İnsan haklarına aykırı tutukluluk rejimi devam etmektedir. Masumiyet karinesi esas alınmalı ve keyfi tutuklu yargılamalara son verilmelidir. İnsan haklarına aykırı karar veren yargı mensuplarına karşı yargı bağımsızlığına halel getirmeyecek hesap verme mekanizmaları çalıştırılmalıdır. Sorunun çözümü için kararlı adımlar atılmalıdır.
14. İnsan Hakları İhlallerinin ve Faili Meçhullerin Kararlılıkla Üzerine Gidilmelidir.
Çorum, Maraş, Sivas katliamları, 12 Eylül dönemi işkenceleri, 1990’larda gerçekleşen faili meçhuller, Uludere gibi kitlesel insan hakları ihlalleri toplumsal hafızada derin izler bırakmıştır. Tüm bu ihlalleri soruşturmak için geniş yetkili bir Meclis komisyonu kurulmalı ve elde edilecek yeni delillerle gerekirse yargılamaların yeniden başlaması sağlanmalıdır. Devam eden yargılamalar tüm mağdurlar açısından tatmin edici bir şekilde yürütülmelidir. Kadın, çocuk ve engelli hakları başta olmak üzere tüm insan hakları sözleşmelerinin gereği yerine getirilmeli, insan hakları ihlallerine son verilmelidir.
15. Terör Suçlarının Tanımı Yeniden Yapılmalıdır.
Yaşanan birçok insan hakları sorununun temelinde terör suçlarının çok geniş yorumlanması yatmaktadır. Gazetecilerden Emekli Genelkurmay Başkanı’na, akademisyenlerden öğrencilere birçok kişi ‘terörist’ suçlamasıyla karşı karşıyadır. Terör suçu yeniden tanımlanmalı ve şiddet eylemlerine bulaşmamış kişilerin terör gibi ağır bir ithama maruz kalmaları engellenmelidir.

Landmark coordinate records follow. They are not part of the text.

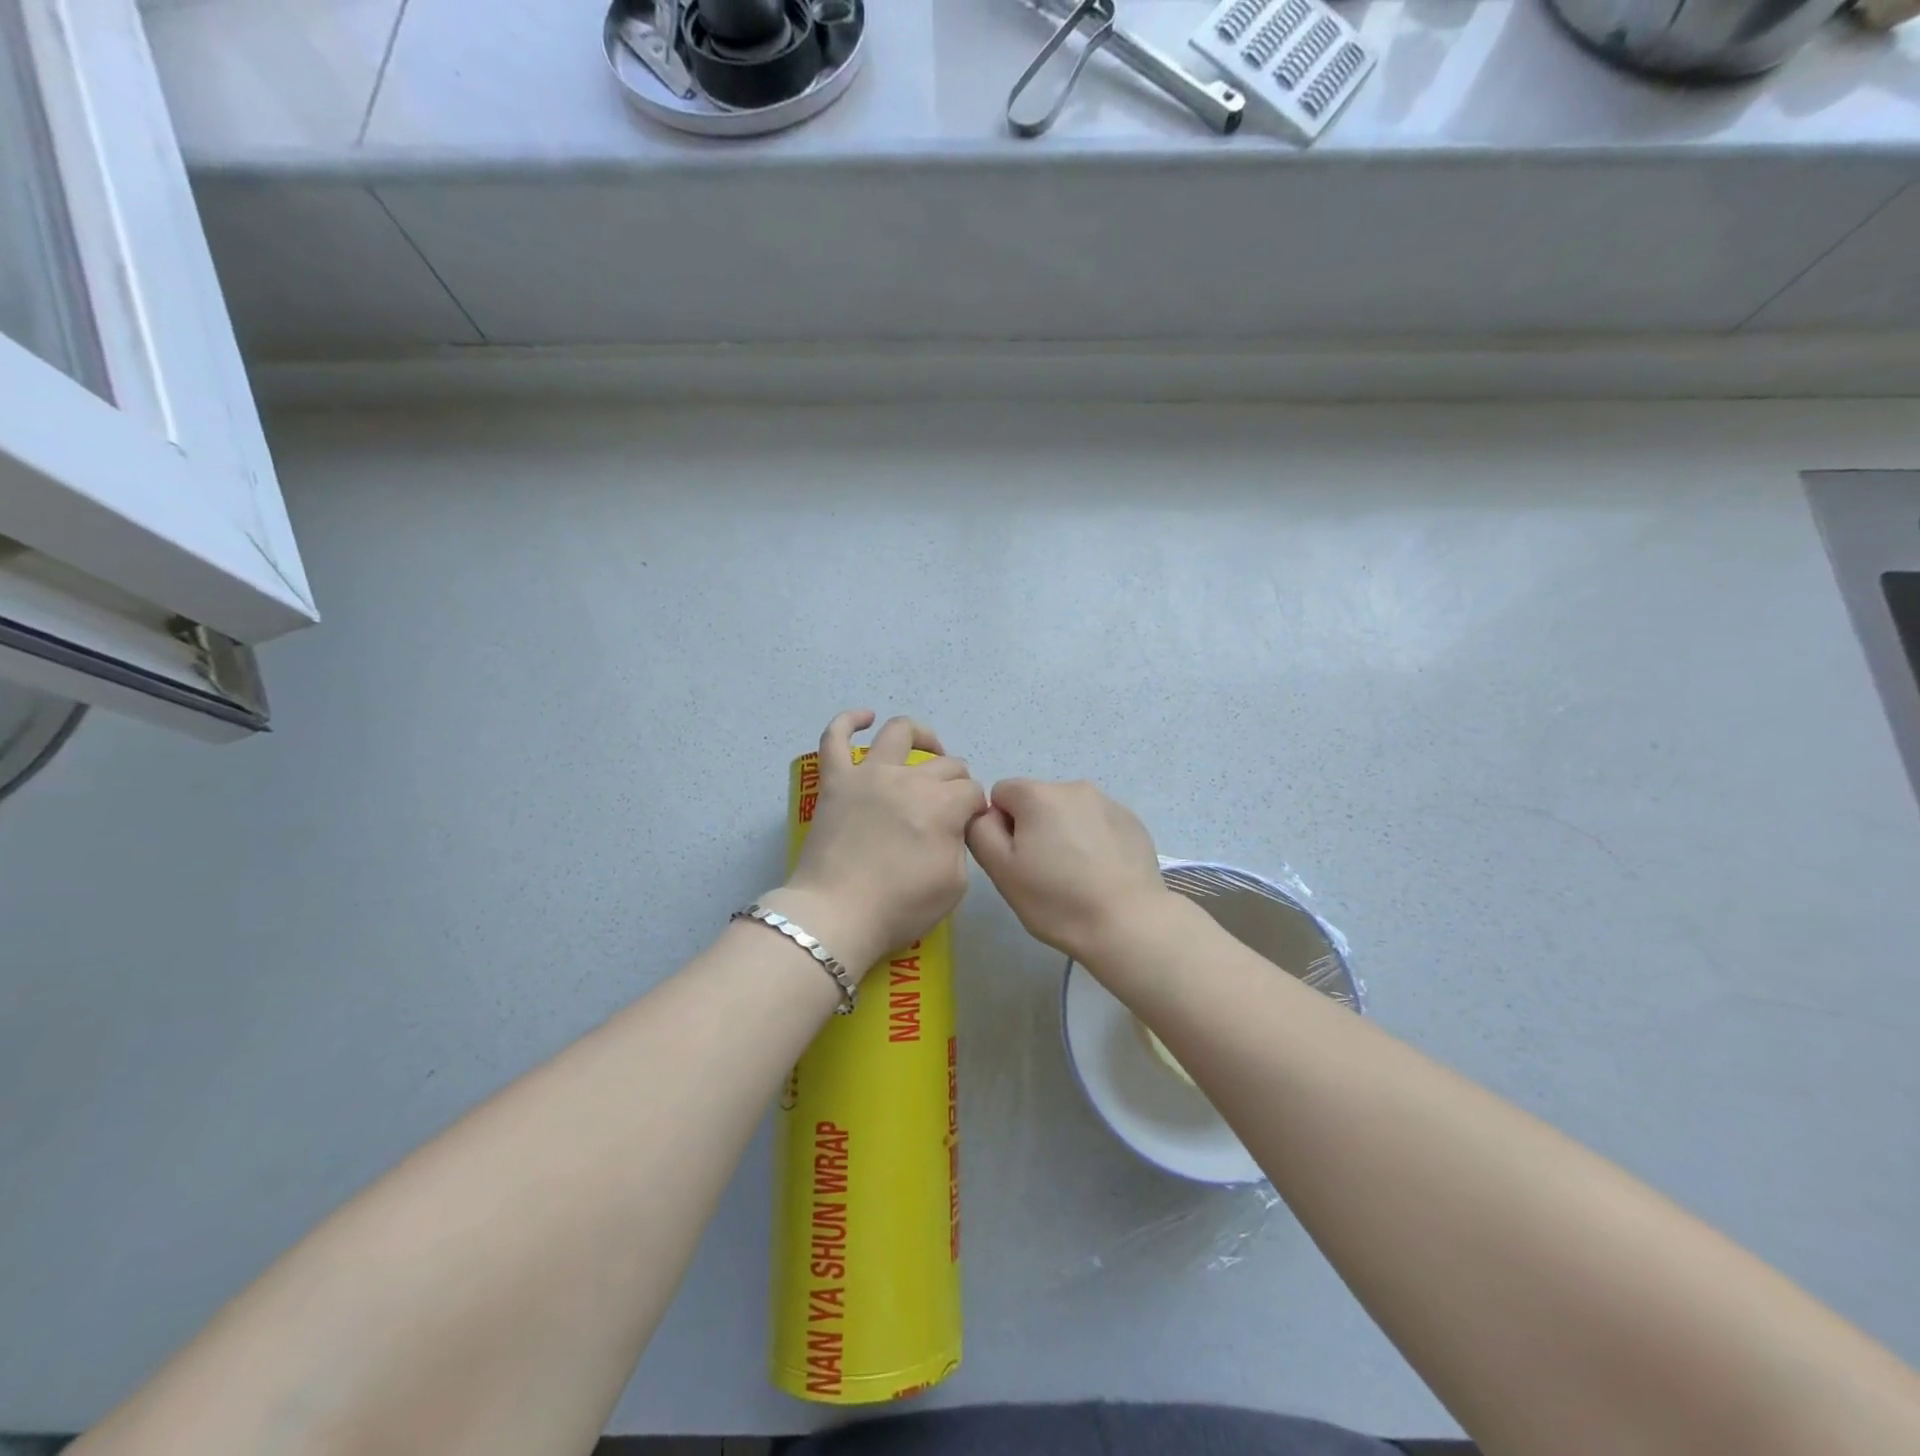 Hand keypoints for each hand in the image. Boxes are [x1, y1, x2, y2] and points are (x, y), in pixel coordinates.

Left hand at [774, 710, 986, 976]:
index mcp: (942, 805)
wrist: (836, 916)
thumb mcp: (955, 884)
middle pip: (945, 764)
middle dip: (956, 781)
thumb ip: (960, 845)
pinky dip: (849, 721)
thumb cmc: (899, 907)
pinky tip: (865, 717)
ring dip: (921, 736)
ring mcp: (868, 774)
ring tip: (928, 748)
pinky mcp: (835, 780)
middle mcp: (909, 779)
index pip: (972, 791)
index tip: (968, 826)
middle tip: (950, 804)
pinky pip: (834, 739)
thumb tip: (952, 826)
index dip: (974, 808)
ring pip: (900, 732)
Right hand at [965, 778, 1173, 966]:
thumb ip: (981, 831)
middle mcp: (1074, 787)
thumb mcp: (1001, 870)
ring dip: (1063, 833)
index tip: (1016, 859)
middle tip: (1043, 872)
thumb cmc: (1057, 899)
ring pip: (1068, 813)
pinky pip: (1097, 824)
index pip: (1001, 793)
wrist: (1128, 923)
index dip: (1001, 826)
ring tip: (1075, 875)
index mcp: (1038, 794)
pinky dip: (1093, 841)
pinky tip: (1100, 873)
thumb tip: (987, 815)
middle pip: (1036, 801)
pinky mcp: (1132, 821)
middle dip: (1033, 828)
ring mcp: (1108, 802) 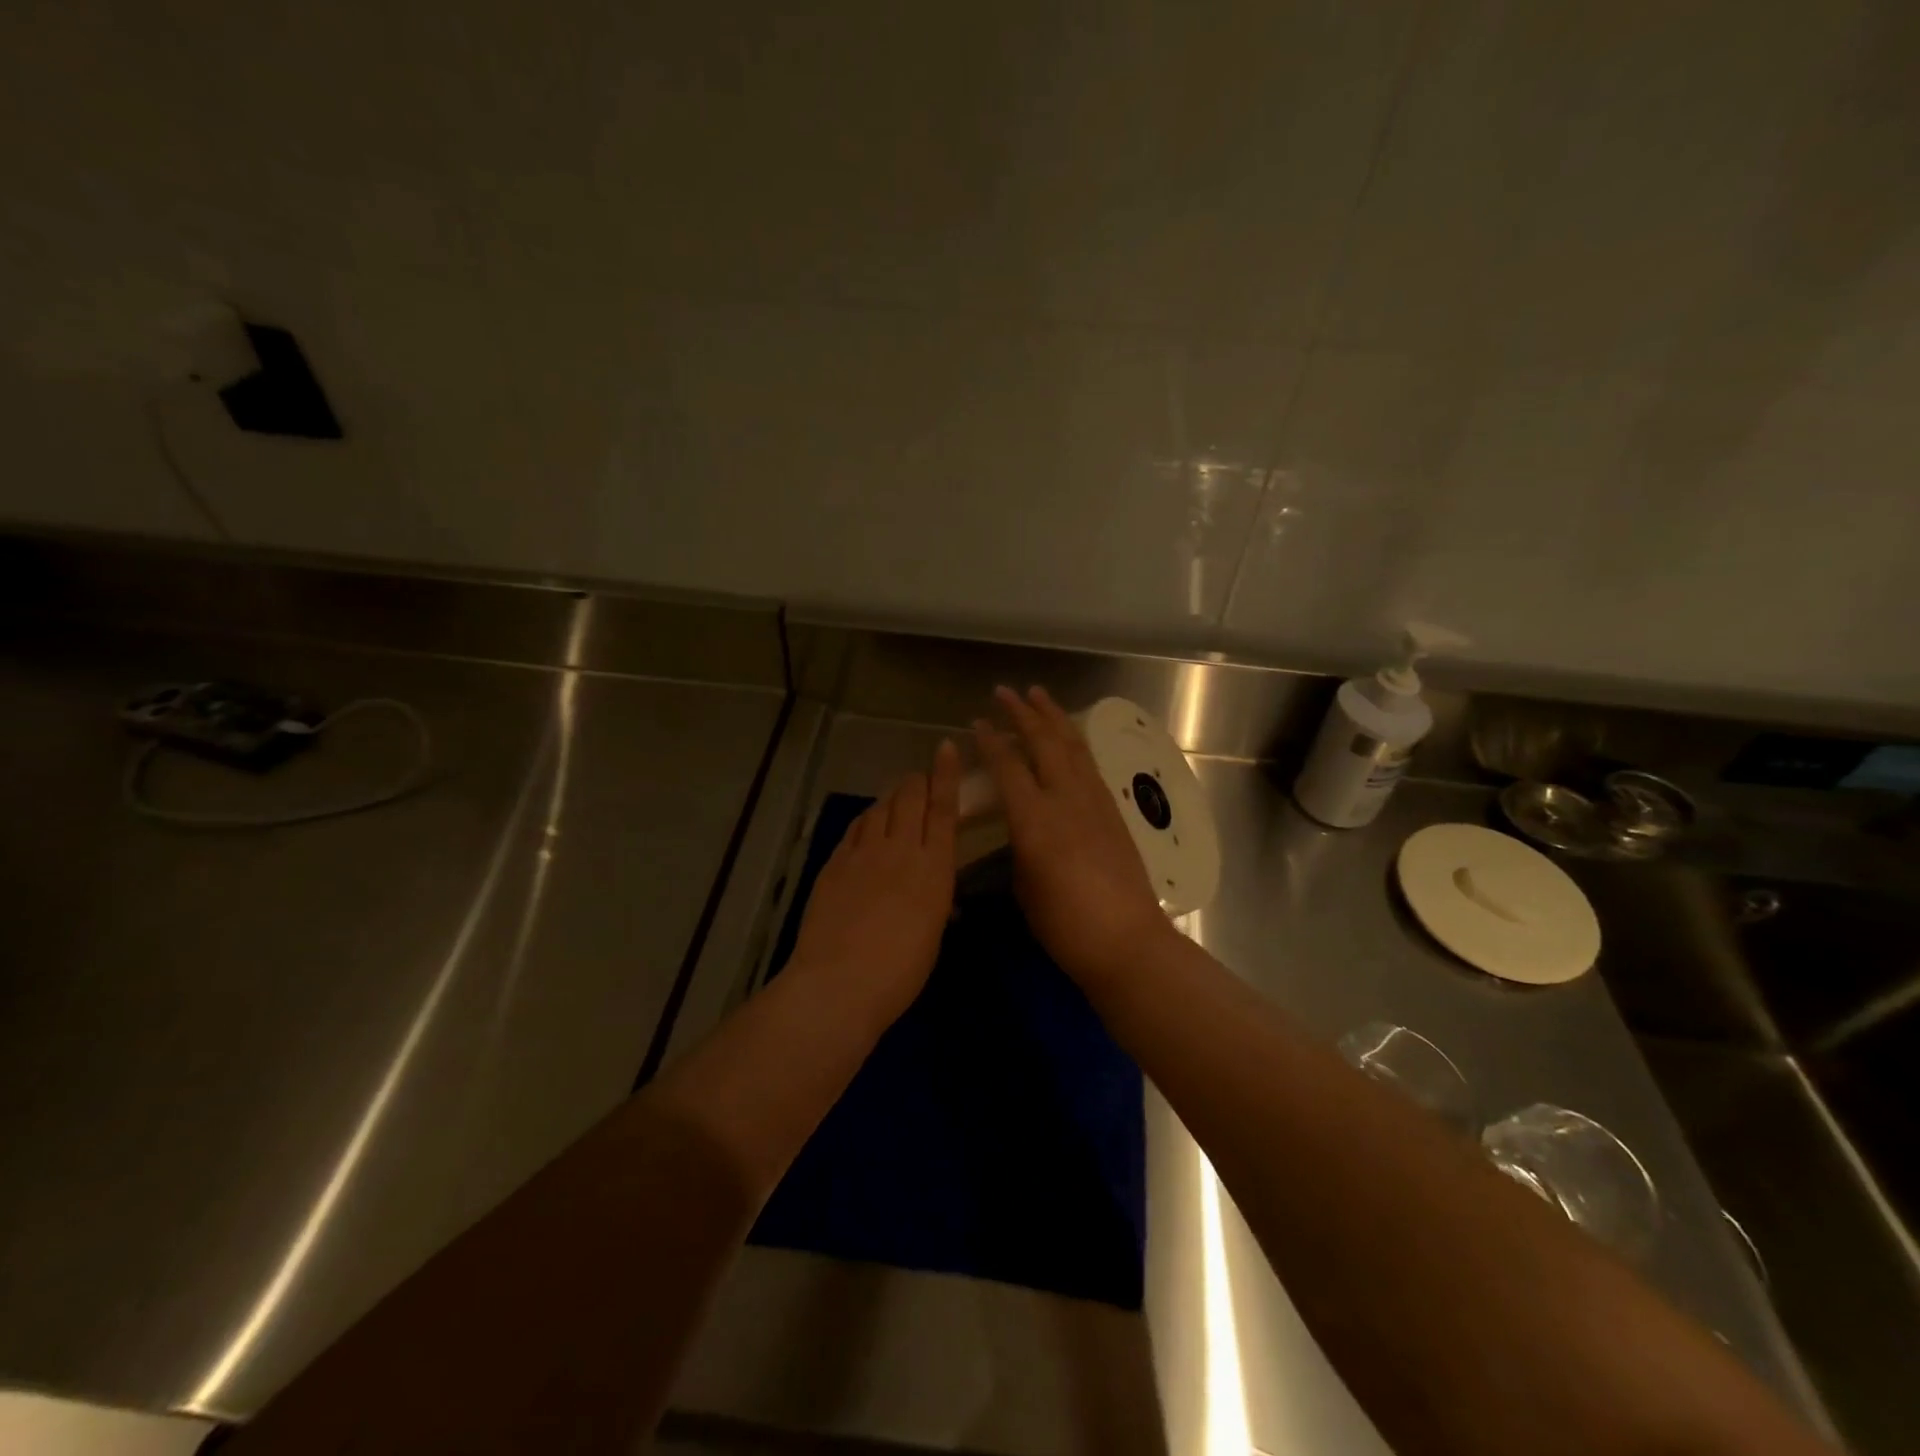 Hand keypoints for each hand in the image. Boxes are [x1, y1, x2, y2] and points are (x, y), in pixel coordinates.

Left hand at [788, 740, 961, 1024]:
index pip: (943, 808)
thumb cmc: (900, 972)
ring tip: (896, 800)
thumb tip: (936, 893)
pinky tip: (867, 824)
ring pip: (880, 808)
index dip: (945, 774)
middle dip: (916, 781)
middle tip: (920, 781)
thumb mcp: (932, 934)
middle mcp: (901, 849)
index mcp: (934, 868)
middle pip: (909, 797)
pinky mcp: (835, 862)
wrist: (840, 983)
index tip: (945, 747)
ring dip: (891, 798)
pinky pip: (855, 828)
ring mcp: (863, 853)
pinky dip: (867, 819)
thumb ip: (935, 901)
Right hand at [974, 686, 1177, 990]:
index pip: (1008, 767)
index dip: (991, 742)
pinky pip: (1089, 765)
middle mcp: (1065, 800)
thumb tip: (1021, 833)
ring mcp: (1094, 802)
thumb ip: (1019, 849)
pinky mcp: (1113, 812)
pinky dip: (1074, 743)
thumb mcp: (1025, 888)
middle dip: (1023, 713)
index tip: (977, 723)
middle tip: (1006, 692)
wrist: (1126, 941)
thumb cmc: (1065, 925)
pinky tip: (1068, 739)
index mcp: (1035, 820)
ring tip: (1039, 696)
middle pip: (1043, 743)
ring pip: (1072, 747)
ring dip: (1053, 718) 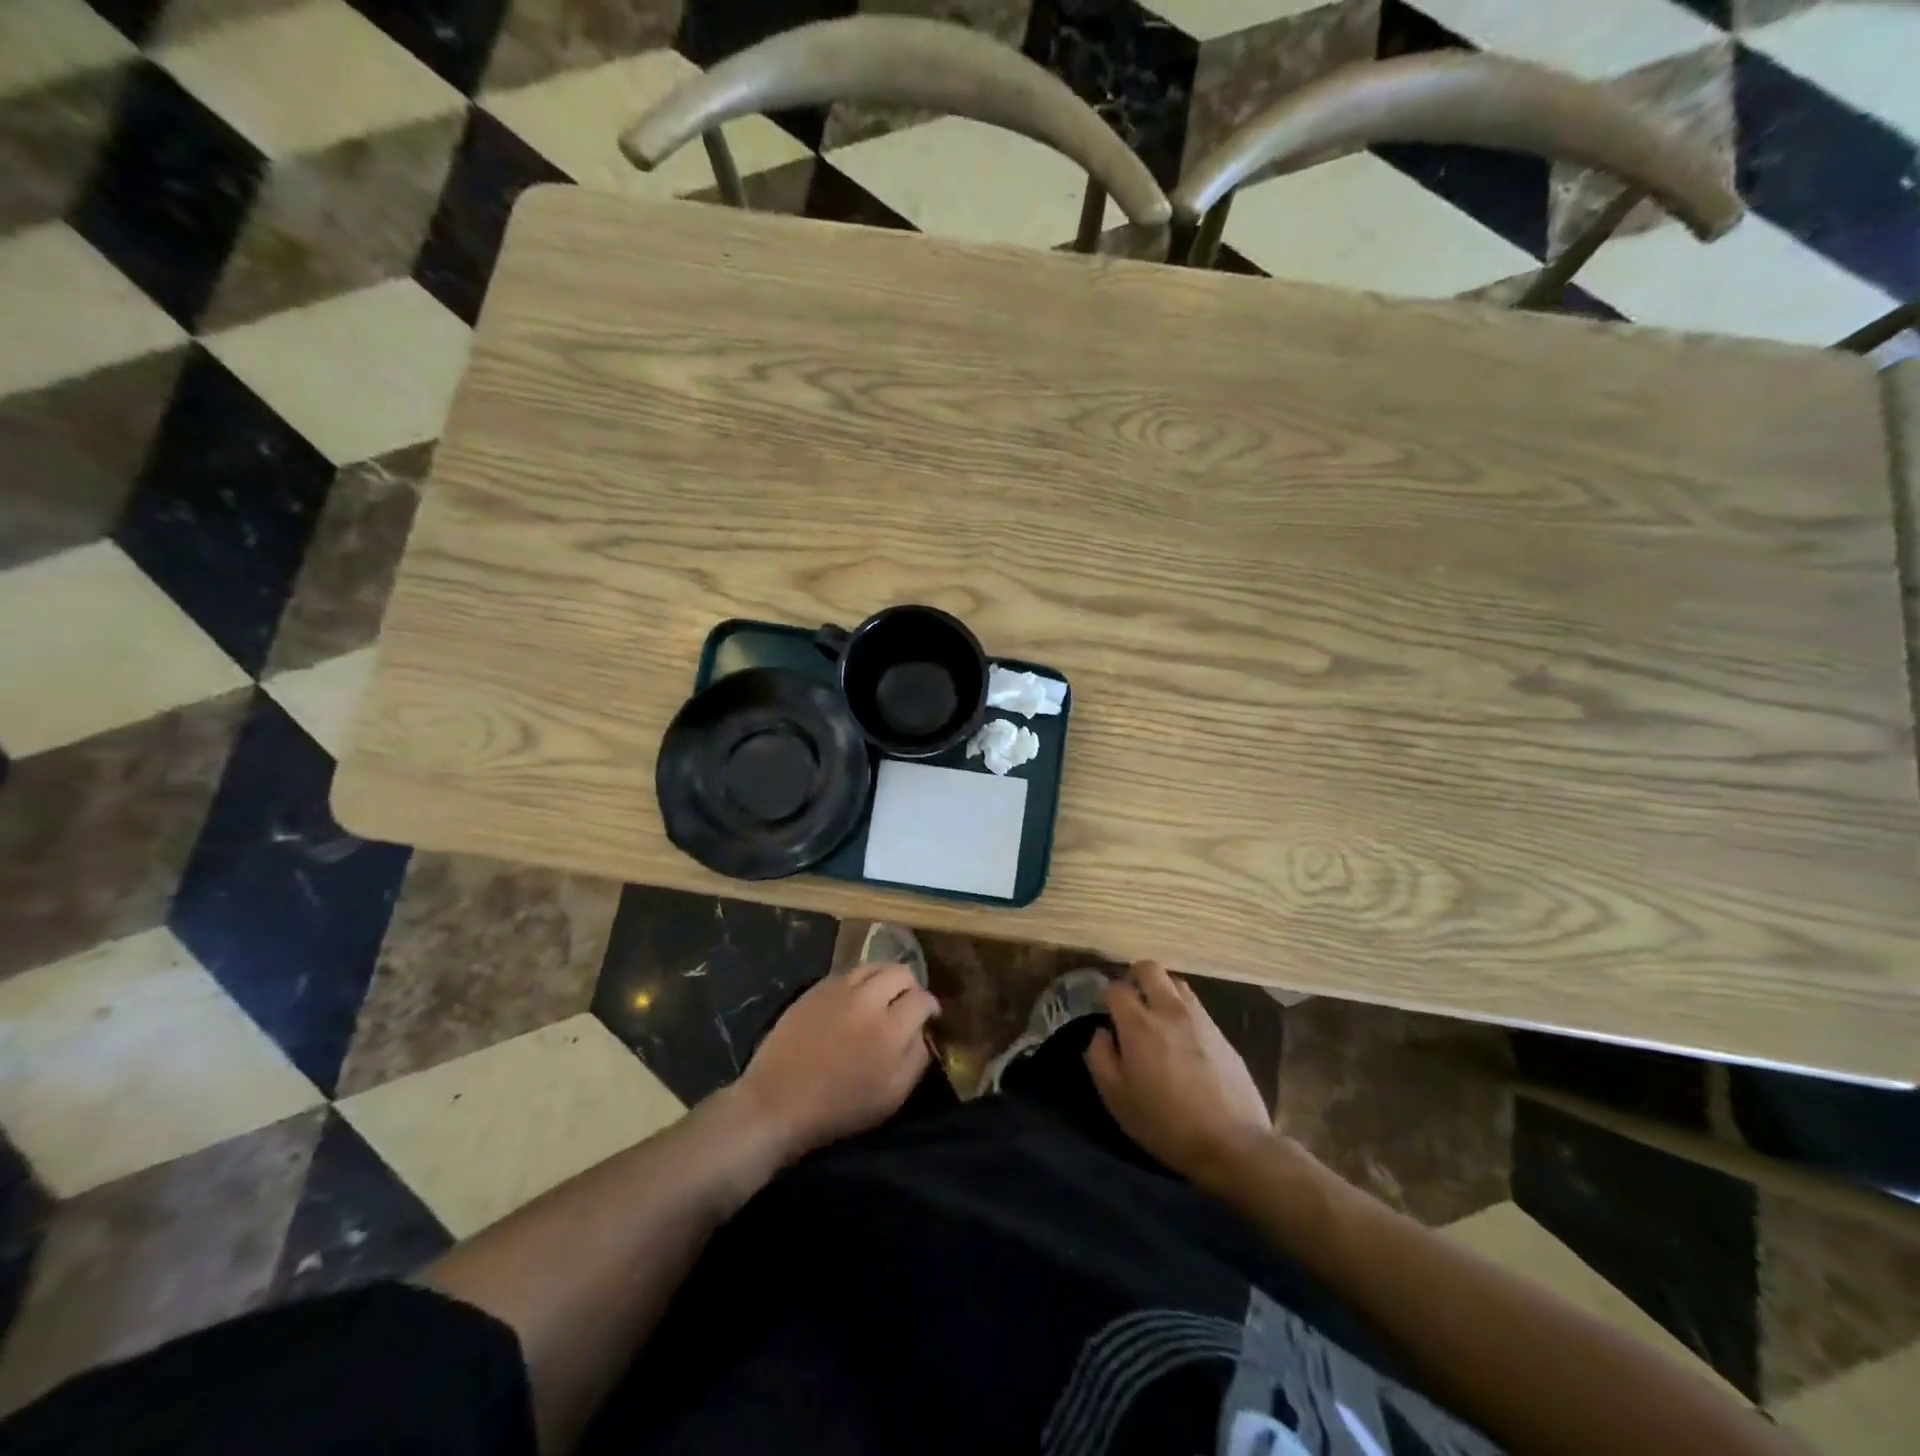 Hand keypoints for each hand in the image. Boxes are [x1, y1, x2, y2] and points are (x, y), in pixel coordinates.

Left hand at [736, 963, 939, 1162]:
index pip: (923, 998)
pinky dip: (859, 980)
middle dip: (911, 985)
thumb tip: (923, 1032)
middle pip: (901, 971)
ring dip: (885, 977)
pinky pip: (848, 972)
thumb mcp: (892, 1096)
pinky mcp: (816, 988)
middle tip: (906, 1004)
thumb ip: (916, 1059)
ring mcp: (840, 989)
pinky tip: (855, 998)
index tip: (929, 1016)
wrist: (779, 1102)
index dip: (930, 1006)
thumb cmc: (840, 1107)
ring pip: (874, 965)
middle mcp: (868, 999)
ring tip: (882, 995)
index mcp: (891, 1029)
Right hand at [1086, 962, 1276, 1191]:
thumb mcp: (1118, 1100)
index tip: (1106, 1010)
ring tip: (1157, 1016)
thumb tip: (1102, 1033)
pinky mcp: (1222, 1033)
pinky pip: (1197, 1007)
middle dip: (1135, 976)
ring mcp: (1200, 1019)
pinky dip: (1183, 1011)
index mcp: (1139, 1025)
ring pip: (1176, 983)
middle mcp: (1169, 1011)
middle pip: (1150, 969)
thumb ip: (1100, 1059)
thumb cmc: (1166, 1124)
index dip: (1107, 994)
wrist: (1233, 1143)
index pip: (1117, 988)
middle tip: (1131, 999)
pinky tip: (1183, 1039)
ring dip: (1162, 990)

16. Toplumsal Sorunlar Barışçıl Yöntemlerle Çözülmelidir. Toplumumuz otuz yıldır yaşanmakta olan derin acıları geride bırakacak kalıcı bir çözüm beklentisi içindedir. Bir yandan terörle mücadeleye devam edilirken, diğer yandan Kürt sorunu çözüme kavuşturulmalıdır. Bu sorun Türkiye’nin başat sorunlarındandır. Bu sorunun çözümü için toplumsal bütünleşmenin sağlanması, demokrasi, adalet ve insan haklarının güçlendirilmesi gerekmektedir. CHP ayrılıkçılığa da, ayrımcılığa da karşıdır.
Kürt meselesinin çözümünde temel yöntem toplumsal mutabakattır. CHP sorunu sadece hükümetlerin işi olarak görmemekte, TBMM’nin gereken sorumluluğu üstlenmesini önermektedir. Bu amaçla CHP, TBMM’deki siyasi partilerin katılacağı bir “Toplumsal Mutabakat Komisyonu” kurulmasını öngörmektedir. Seçim barajının düşürülmesi, anadil öğrenimi, faili meçhullerin aydınlatılması gibi siyasi adımlar, ekonomik sorunları azaltacak yatırımlar ve Aile Sigortası gibi sosyal kazanımlar bölgede bir özgürlük, huzur, güven ve barış iklimi yaratacaktır. Terör bu iklimde sona erdirilecektir.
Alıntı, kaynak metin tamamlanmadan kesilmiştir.